• **What is expected**
Pick out every line of the entries below where "Left" occurs, and copy those lines.

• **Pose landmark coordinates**
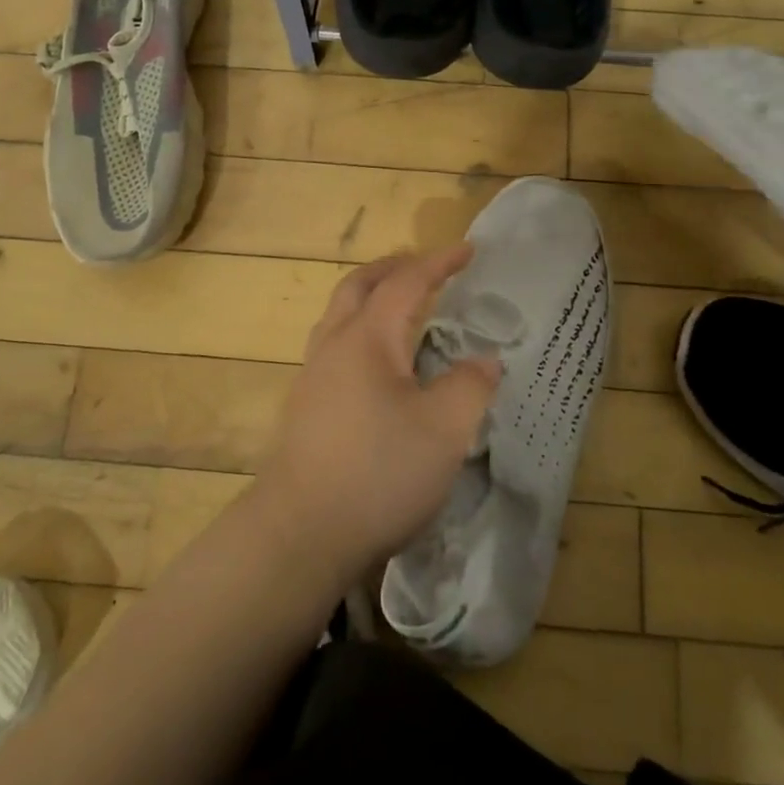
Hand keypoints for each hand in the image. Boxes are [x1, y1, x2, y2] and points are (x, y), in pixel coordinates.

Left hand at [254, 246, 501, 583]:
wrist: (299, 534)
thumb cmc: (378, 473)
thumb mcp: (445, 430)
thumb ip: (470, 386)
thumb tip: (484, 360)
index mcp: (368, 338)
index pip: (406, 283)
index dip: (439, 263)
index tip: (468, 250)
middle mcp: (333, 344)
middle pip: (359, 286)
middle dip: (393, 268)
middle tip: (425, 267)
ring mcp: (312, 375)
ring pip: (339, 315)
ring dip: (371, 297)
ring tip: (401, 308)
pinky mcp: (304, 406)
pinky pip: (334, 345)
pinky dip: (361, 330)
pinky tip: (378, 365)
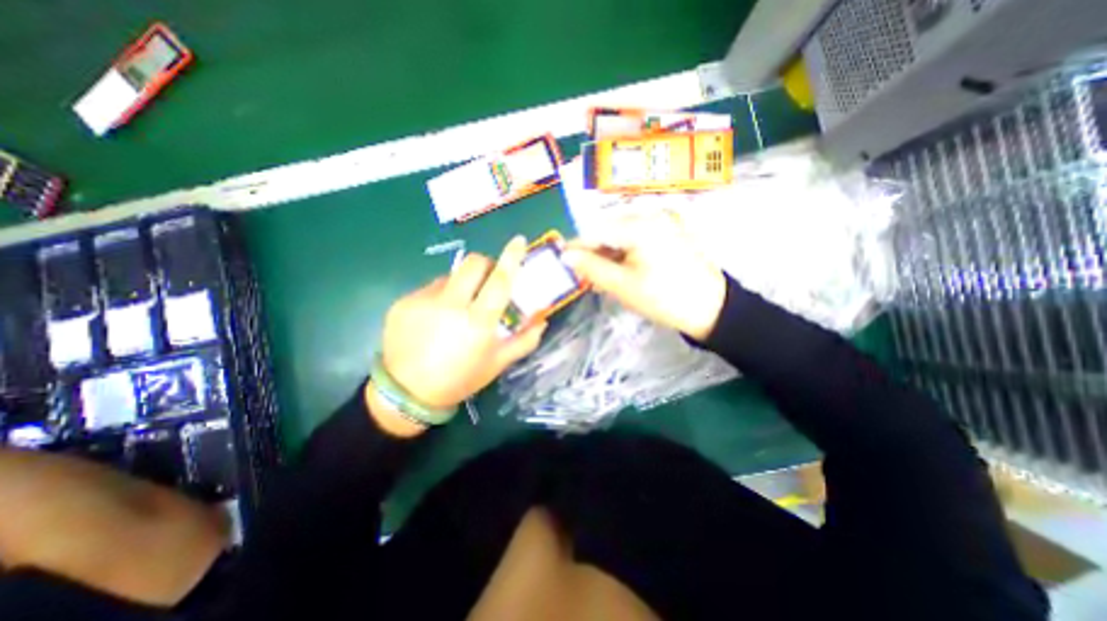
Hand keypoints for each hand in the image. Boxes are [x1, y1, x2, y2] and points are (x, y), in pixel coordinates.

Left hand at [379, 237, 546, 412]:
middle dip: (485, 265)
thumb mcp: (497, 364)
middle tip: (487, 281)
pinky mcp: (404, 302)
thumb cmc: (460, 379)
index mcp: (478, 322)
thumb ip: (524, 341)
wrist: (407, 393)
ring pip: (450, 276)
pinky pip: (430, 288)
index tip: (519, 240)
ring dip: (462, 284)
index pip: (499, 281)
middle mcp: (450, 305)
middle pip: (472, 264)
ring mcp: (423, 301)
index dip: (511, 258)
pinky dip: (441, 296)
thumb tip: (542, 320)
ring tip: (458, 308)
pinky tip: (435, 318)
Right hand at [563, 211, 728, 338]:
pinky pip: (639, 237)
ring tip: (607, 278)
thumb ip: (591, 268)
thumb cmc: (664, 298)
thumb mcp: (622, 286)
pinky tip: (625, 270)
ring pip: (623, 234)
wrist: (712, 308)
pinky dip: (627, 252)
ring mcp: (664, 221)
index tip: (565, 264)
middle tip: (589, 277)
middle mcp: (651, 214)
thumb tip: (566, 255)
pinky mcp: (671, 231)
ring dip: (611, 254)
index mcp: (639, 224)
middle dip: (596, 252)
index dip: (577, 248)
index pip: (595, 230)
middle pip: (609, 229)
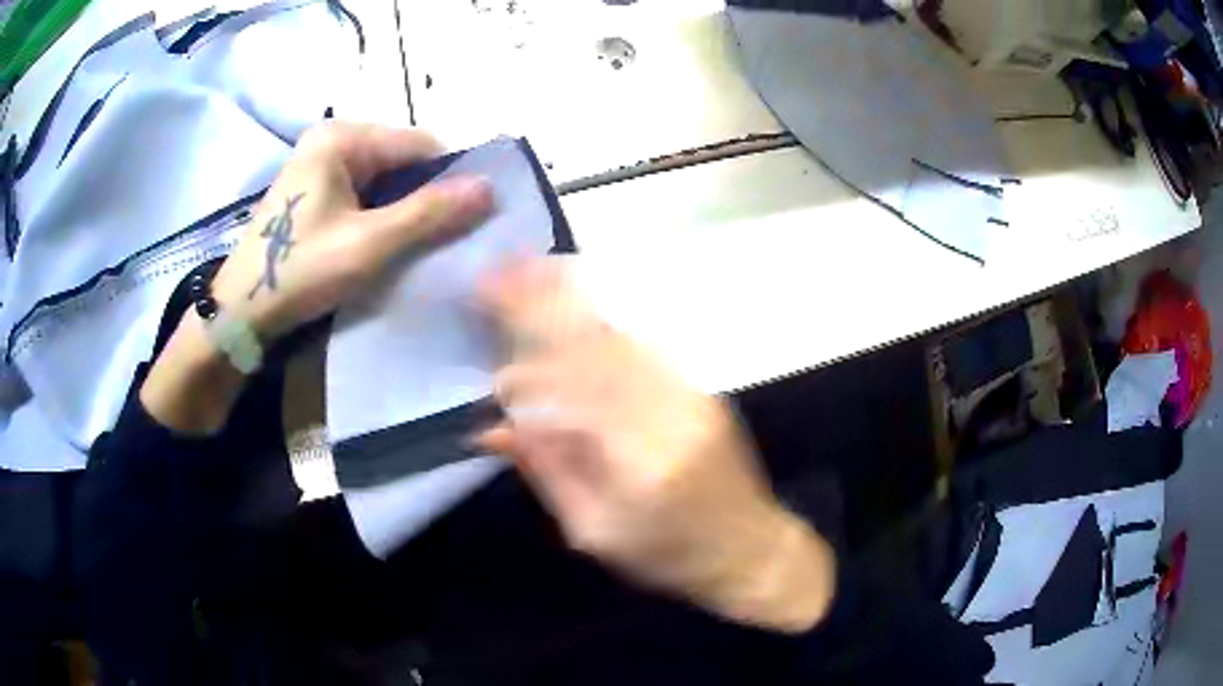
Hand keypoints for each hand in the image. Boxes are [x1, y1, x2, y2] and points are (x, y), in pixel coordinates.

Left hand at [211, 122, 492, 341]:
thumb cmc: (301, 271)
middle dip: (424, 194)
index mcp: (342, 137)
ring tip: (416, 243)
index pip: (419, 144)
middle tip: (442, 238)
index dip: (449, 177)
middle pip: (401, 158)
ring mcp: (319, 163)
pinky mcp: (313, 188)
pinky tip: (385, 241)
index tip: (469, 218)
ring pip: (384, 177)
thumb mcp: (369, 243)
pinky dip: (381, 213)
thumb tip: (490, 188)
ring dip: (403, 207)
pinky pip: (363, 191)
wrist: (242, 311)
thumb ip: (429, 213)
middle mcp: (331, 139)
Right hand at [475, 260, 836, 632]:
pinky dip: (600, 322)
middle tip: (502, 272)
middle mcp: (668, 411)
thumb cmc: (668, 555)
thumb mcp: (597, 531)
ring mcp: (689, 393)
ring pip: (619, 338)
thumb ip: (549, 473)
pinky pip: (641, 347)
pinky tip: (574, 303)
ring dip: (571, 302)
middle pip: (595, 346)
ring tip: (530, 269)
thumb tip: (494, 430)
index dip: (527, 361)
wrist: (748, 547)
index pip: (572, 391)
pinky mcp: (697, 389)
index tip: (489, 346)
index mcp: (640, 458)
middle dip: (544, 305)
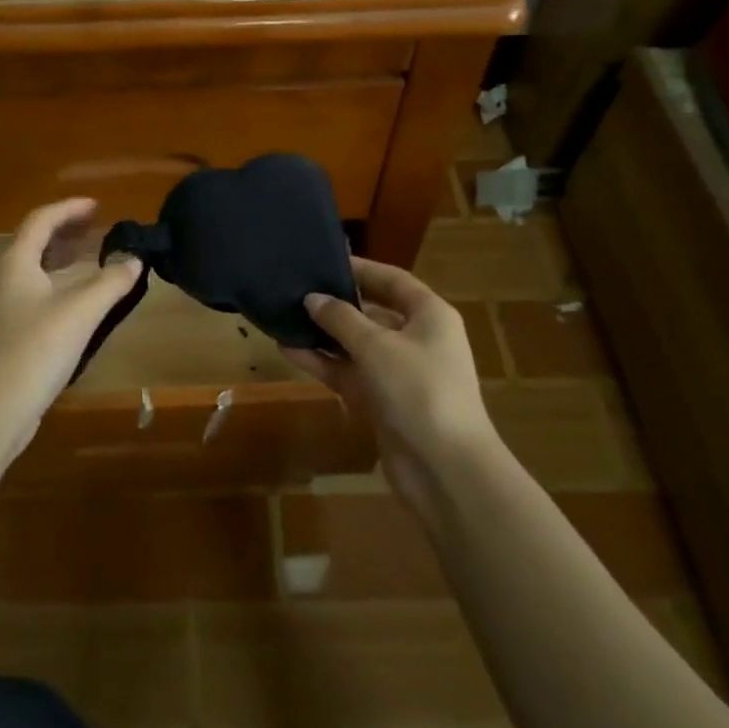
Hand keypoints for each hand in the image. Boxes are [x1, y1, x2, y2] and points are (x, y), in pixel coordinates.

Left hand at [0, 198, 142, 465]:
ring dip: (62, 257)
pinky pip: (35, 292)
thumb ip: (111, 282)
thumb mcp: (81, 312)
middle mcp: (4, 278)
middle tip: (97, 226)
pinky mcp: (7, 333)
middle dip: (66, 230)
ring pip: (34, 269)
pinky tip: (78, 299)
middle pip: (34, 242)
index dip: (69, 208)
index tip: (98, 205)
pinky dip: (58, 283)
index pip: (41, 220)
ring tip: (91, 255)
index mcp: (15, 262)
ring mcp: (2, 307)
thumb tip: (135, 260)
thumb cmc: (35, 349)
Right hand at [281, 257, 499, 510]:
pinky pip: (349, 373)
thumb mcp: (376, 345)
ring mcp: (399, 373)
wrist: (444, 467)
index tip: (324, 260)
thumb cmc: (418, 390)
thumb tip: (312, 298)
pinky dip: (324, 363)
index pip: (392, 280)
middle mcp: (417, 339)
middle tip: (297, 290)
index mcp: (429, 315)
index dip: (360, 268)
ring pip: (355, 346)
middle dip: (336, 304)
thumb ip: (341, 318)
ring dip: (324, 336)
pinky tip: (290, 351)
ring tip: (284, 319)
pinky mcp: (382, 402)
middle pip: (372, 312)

• **Solution**
Left hand at [254, 246, 501, 583]:
Left hand at [379, 237, 546, 412]:
Left hand at [211, 122, 492, 341]:
Left hand at [0, 198, 142, 465]:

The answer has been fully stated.